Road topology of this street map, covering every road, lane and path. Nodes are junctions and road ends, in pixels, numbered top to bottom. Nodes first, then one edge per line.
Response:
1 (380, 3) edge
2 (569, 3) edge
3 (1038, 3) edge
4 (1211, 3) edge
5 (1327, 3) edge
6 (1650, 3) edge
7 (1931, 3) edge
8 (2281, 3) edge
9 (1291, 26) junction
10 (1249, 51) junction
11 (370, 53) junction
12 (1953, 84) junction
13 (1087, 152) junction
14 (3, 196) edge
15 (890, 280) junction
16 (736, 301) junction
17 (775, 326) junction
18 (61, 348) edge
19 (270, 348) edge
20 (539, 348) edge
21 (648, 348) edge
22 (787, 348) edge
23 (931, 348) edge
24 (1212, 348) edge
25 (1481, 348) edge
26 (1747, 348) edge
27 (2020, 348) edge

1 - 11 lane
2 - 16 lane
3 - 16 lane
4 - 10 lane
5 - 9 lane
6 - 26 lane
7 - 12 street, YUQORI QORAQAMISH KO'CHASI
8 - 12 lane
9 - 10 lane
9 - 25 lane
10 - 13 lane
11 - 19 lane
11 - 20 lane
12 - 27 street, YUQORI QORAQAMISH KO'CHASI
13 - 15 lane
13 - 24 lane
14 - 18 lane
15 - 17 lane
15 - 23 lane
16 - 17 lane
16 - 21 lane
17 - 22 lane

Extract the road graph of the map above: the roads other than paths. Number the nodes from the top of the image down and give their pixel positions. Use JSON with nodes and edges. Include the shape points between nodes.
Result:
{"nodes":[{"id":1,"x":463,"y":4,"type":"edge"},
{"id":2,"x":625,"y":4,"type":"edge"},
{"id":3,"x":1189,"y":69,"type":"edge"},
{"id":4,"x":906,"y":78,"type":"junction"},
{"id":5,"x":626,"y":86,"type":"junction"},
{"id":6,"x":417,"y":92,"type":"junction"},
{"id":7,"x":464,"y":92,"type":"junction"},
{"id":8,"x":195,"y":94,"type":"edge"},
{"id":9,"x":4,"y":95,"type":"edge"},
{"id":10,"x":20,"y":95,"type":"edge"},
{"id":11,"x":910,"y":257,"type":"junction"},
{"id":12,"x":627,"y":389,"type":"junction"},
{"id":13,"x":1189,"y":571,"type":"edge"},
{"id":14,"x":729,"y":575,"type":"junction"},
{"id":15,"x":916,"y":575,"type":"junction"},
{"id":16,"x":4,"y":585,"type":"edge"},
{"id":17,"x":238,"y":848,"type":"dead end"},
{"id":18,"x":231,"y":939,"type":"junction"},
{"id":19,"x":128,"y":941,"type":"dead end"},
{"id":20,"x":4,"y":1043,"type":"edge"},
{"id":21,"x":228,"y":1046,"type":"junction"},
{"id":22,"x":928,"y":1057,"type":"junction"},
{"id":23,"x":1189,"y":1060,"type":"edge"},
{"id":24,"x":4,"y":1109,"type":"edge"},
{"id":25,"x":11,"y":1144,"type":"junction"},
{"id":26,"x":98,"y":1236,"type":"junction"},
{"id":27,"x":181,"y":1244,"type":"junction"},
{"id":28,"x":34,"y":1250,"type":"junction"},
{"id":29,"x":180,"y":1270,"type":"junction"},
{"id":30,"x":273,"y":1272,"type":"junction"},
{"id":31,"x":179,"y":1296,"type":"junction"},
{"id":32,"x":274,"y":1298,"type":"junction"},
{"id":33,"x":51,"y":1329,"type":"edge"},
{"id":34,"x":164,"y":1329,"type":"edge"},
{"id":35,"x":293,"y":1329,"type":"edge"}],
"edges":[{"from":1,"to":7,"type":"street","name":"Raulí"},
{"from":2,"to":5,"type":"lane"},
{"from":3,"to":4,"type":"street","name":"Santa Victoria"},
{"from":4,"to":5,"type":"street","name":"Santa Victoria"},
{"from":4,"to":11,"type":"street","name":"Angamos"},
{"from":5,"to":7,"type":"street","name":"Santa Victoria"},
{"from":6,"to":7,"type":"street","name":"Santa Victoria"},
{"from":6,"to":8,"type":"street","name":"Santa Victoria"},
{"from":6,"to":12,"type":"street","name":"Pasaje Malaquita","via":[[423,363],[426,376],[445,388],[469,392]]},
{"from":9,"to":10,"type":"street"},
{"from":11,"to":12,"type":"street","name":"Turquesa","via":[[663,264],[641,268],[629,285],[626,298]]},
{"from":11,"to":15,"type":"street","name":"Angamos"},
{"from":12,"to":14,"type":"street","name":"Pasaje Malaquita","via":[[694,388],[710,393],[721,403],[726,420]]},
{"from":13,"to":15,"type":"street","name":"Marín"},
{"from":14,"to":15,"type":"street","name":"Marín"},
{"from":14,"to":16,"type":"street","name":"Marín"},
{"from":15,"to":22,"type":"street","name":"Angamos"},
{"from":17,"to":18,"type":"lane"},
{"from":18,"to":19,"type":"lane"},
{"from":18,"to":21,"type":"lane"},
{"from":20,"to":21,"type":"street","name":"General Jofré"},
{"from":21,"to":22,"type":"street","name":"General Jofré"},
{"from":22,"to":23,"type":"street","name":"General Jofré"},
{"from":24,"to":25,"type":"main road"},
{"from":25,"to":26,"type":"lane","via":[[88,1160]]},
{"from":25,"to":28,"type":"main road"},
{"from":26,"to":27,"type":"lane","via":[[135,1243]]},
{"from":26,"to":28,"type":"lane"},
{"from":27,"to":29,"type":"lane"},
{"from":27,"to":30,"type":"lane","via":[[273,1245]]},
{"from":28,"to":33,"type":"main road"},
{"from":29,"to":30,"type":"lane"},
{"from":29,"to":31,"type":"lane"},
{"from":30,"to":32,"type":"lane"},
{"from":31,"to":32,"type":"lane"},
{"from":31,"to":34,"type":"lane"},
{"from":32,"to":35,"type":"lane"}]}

§ **EXERCISE**: Please return each line of the data above in which the word "Santa" occurs.

§ **TASK SOLUTION**:
{"from":3,"to":4,"type":"street","name":"Santa Victoria"},
{"from":4,"to":5,"type":"street","name":"Santa Victoria"},
{"from":5,"to":7,"type":"street","name":"Santa Victoria"},
{"from":6,"to":7,"type":"street","name":"Santa Victoria"},
{"from":6,"to":8,"type":"street","name":"Santa Victoria"},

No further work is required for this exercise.